Locking in the Gains

I'm hopeful of adding to this list of achievements this week by gaining the support of the lower house of Parliament for our critical reforms to lock in the gains of the mining boom. The Prime Minister and I will continue talking to our parliamentary colleagues over the coming days about the importance of the Minerals Resource Rent Tax and the benefits it delivers to the community. I welcome the soaring profits of our mining industry. It's a great thing for our country, creating thousands of new jobs and billions of dollars in new investment. But mining is different to other industries. It's often not appreciated that the coal and iron ore in the ground are owned by the Australian people, not by the mining companies. These resources can be dug up and sold only once. That's why the Government is committed to ensuring the Australian community receives a fair return from the nation's mineral wealth.

The current taxation system has failed to keep pace with the boom. The following graph shows how royalties have declined as a share of operating profits before tax over the past decade.

Chart 1 - showing how royalties have declined as a share of operating profits before tax over the past decade

Royalties usually take a flat amount of the value of production regardless of profitability. The great advantage of the Minerals Resource Rent Tax is that the higher the mining company's profit, the more tax is paid.
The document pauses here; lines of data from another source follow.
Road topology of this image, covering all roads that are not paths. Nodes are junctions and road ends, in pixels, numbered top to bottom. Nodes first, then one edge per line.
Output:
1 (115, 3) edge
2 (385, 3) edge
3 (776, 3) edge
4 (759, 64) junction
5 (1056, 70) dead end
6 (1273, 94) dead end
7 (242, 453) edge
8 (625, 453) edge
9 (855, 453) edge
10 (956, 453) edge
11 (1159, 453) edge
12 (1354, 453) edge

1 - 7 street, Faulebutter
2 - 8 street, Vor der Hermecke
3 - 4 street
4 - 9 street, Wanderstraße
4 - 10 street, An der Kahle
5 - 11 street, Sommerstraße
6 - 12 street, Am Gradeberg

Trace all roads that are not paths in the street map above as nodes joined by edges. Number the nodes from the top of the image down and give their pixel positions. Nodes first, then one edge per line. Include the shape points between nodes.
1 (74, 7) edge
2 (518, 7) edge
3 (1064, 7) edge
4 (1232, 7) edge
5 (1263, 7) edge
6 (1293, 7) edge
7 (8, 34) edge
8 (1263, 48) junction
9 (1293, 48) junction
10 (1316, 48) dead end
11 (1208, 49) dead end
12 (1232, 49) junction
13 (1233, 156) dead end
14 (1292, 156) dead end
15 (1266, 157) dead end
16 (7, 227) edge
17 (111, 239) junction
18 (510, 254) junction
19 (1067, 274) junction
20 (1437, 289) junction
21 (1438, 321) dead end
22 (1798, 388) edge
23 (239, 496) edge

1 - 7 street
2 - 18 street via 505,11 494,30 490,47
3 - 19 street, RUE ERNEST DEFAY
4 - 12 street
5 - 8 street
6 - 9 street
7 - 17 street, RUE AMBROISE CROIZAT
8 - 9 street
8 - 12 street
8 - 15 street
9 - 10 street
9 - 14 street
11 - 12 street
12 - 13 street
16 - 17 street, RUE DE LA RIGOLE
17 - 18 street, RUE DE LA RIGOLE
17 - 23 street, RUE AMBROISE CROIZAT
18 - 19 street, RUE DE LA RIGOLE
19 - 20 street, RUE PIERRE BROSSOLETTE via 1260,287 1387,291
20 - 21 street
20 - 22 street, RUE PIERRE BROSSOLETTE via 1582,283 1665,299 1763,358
That means the Australian community keeps getting a fair return from the nation's mineral wealth.

Saving for the Future

One of the main benefits delivered by the MRRT is the big boost to Australia's superannuation savings – an extra $500 billion is expected by 2035 as a result of the changes. Those are funds that will largely be invested back into Australian companies and Australian jobs. One fact that is often overlooked is the important role that superannuation played in helping us withstand the worst of the global financial crisis. Rather than having to go offshore for funds, many companies were able to secure funding from the nation's pool of superannuation savings.

As well as increasing the super guarantee from 9 per cent to 12 per cent, MRRT revenue will also help pay for another important reform to our superannuation system. Over $800 million a year will go towards making superannuation fairer for 3.6 million workers on low incomes. Currently, some people receive no tax benefit from employer contributions because the 15 per cent super contribution tax is above their income tax rate. From 1 July, low-income earners will receive a refund of the contribution tax, worth up to $500 a year in extra retirement savings for a person with an income up to $37,000. This important reform rewards hard work, and will help deliver greater financial security and retirement savings for more than one in three Australian workers.

The Asian Century

As President Obama told our Parliament during the week, Asia will define the century ahead. The MRRT is a critical reform that will help Australia make the most of the opportunities that flow from what is the greatest economic transformation in modern history. Asia's demand for our resources is bringing incredible benefits to Australia, but it's also accompanied by a higher dollar and skills shortages that are putting pressure on many other parts of the economy. There's no need for the success of one sector of the economy to come at the expense of another. The MRRT will allow us to spread the dividends of the boom so they can make a much greater contribution to jobs, to infrastructure, to national savings and to sustainable growth across the entire economy. It's not about slowing the fast lane of the resources sector. It's about ensuring all sectors benefit, using the strength of the mining boom to strengthen the entire economy.